Tuesday, January 12, 2021

The things we wished were metaphor were not

 Crisp January morning


Photo by Douglas Claytor


Here's a poem by Jeff Hardin:

A SINGULAR EVENT    by Jeff Hardin


A river is nearing flood stage, the town mostly

sleeping except for a few ardent souls. Winter

bears in from the west, though it is everywhere

the mind can imagine. A boy stands on a bridge.

Scenes like this one come and go often. An end

is reached, a point at which no other accompanies.

Our explanations are approximations and leave out

more than they include. We hold them all the more

fiercely. The things we wish were metaphor are not,

and the things we think are ordinary often become

haunting. Gauguin wrote in repetitive fragments,

meandering outside the reach of reason or linearity.
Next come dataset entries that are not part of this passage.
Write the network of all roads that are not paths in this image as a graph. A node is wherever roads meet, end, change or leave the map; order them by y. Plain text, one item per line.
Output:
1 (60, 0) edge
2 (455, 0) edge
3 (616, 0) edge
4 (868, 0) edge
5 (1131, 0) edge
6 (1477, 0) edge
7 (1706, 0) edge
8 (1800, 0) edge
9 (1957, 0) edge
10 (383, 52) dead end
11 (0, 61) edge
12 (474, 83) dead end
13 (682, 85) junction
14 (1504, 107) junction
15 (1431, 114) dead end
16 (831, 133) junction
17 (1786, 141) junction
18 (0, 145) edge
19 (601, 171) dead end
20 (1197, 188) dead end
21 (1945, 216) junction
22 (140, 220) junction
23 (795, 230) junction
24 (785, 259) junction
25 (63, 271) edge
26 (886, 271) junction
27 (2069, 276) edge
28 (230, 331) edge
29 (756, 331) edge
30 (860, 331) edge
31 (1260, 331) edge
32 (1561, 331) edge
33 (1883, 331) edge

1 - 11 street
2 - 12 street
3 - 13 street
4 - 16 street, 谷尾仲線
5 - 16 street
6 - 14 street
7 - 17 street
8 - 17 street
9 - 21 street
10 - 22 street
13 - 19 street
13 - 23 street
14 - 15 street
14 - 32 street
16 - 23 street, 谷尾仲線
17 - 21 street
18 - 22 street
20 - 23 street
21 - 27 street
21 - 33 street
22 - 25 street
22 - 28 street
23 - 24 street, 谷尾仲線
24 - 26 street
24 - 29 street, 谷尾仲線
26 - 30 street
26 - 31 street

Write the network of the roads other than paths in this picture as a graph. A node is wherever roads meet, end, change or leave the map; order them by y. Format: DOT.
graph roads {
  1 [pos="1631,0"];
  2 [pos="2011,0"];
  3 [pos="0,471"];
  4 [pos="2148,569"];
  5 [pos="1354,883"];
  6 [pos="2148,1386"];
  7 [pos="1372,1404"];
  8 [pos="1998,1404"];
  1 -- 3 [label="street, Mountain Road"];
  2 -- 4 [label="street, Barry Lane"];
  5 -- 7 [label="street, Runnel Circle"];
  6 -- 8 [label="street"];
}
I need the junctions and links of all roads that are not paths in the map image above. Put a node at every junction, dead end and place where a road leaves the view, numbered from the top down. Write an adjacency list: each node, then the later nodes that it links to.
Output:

The line from one event to all the selves that follow

contains at least a thousand Ninevahs. The boy

will not learn history’s missteps, theology’s errors,

the effect of the human gaze on the object it perceives,

what happens to DNA when notes of Bach are played.

Soon the town will wake to news, what it knows,

what it doesn’t, what remains of what was never

there to begin with. Is there a single point of view?

The next thing that happens is never not happening.

Meaning rises, deepens, surrounds, fills. It carries on.